• **PROVIDED MATERIAL**:
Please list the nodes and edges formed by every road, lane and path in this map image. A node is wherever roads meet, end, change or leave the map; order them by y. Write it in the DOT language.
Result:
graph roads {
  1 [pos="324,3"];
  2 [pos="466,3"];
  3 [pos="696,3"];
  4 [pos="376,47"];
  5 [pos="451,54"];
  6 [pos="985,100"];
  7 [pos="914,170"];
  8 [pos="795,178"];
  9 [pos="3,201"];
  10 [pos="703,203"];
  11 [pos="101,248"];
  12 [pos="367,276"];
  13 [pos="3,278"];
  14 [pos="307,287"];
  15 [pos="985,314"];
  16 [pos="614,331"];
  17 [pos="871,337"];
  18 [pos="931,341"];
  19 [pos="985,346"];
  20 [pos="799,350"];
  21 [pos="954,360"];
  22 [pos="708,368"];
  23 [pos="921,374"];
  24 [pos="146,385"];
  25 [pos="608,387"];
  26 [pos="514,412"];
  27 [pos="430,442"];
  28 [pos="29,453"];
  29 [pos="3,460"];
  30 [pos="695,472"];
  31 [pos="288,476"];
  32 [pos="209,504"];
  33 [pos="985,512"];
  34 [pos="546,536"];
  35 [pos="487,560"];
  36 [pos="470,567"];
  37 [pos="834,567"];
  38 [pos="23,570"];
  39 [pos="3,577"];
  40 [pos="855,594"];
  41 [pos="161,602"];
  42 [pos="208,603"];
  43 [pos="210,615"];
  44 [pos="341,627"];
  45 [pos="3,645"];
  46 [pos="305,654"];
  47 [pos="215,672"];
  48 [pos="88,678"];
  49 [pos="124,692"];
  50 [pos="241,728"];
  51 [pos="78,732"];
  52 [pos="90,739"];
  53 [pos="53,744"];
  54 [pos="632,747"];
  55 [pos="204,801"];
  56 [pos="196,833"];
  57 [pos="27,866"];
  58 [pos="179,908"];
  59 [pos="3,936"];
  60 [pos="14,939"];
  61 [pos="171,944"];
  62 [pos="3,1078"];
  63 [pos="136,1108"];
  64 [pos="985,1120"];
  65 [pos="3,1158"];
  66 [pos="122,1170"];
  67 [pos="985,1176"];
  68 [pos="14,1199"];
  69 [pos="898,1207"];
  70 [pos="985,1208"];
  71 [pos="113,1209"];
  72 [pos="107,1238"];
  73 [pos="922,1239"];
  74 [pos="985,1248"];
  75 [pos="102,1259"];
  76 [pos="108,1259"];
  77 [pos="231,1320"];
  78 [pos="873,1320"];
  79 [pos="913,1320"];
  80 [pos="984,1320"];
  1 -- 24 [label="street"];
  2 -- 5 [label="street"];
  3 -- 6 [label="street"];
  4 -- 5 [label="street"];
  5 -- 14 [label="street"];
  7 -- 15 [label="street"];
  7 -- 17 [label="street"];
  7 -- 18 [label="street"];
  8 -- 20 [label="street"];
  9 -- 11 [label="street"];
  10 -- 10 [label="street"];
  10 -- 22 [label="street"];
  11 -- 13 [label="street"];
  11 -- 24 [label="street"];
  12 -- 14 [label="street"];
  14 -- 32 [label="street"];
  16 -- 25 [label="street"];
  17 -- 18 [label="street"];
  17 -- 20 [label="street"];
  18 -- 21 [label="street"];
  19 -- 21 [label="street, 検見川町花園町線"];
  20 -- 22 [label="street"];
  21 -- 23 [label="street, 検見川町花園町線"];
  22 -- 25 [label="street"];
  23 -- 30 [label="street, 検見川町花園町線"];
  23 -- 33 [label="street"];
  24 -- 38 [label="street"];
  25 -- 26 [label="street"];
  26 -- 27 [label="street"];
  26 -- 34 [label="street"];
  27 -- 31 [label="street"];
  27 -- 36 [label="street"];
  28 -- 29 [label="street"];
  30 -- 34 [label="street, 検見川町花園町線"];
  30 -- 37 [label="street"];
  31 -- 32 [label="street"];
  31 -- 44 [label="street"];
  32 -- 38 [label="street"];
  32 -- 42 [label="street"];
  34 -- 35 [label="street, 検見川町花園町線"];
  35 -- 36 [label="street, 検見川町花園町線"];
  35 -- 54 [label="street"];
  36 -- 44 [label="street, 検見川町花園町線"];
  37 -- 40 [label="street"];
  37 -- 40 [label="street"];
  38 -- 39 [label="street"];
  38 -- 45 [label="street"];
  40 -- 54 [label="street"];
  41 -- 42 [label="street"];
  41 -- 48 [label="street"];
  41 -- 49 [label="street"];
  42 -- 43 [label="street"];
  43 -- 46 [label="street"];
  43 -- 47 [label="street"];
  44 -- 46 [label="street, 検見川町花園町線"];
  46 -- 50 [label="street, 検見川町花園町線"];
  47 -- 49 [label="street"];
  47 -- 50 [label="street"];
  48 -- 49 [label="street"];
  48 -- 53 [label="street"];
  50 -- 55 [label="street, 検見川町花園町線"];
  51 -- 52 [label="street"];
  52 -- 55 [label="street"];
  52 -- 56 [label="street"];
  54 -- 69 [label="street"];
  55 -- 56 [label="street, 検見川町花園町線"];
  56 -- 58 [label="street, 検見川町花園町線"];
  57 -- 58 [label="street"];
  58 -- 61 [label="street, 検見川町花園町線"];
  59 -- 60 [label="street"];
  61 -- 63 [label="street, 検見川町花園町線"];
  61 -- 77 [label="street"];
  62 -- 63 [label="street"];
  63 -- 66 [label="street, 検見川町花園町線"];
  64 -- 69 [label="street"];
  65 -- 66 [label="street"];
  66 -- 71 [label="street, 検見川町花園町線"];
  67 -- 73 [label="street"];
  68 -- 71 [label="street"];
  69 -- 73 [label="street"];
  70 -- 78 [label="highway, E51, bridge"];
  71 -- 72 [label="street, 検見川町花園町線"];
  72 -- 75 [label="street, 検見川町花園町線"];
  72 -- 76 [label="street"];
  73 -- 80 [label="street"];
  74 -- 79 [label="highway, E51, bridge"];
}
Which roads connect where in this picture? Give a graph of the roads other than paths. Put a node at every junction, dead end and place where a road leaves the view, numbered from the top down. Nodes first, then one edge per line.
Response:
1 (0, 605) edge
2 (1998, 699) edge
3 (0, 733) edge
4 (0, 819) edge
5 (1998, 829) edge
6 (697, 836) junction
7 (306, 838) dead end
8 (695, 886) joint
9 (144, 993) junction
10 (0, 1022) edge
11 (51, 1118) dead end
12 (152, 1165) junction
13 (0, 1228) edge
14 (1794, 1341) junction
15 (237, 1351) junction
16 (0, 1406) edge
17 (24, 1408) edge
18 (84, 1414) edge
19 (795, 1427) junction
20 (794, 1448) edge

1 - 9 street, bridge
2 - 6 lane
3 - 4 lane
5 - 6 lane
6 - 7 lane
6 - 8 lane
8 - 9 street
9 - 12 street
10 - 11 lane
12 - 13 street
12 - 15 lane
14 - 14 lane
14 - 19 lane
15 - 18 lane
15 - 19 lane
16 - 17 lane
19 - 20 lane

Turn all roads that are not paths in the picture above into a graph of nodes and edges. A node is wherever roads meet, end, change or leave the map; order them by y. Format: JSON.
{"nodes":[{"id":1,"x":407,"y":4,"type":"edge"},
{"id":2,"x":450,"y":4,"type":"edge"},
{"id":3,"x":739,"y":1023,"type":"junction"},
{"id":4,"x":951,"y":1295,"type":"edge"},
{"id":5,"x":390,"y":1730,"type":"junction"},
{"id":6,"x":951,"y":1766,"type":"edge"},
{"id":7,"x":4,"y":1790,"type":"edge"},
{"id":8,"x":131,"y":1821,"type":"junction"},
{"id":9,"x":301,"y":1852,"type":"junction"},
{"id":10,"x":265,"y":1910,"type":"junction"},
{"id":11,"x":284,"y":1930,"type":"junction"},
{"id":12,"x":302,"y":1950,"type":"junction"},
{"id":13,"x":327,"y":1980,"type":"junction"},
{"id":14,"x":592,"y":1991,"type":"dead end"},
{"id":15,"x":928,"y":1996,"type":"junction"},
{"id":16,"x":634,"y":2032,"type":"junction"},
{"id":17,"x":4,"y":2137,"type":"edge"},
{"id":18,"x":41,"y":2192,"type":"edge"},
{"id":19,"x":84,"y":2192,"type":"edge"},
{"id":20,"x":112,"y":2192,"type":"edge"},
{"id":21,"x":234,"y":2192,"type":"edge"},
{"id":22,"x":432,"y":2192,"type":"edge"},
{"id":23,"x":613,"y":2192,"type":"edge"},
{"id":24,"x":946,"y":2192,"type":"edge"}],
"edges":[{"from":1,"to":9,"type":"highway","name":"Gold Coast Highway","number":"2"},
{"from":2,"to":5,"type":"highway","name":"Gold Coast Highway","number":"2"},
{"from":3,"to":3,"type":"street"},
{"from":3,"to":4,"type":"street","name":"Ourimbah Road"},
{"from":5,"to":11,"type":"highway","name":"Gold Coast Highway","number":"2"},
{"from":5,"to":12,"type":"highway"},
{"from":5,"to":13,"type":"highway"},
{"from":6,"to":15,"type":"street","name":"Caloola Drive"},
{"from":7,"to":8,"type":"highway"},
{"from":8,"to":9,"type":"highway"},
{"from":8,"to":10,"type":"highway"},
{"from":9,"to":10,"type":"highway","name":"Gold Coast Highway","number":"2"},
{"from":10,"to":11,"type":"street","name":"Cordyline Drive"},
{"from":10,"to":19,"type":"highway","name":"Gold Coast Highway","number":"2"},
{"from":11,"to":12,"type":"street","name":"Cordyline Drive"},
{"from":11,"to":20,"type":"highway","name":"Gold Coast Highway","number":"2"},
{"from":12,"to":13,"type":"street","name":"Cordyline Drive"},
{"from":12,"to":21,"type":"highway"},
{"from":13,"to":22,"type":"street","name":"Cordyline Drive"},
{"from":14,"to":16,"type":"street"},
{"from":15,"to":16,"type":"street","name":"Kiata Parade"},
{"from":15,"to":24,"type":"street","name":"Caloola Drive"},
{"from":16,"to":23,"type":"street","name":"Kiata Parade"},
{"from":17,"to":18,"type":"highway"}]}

• **WORK ORDER**:
Would you please give the number of lines in the data above that contain the string "bridge"? Reply with that number only.

• **ANSWER FOR THE TASK**:
3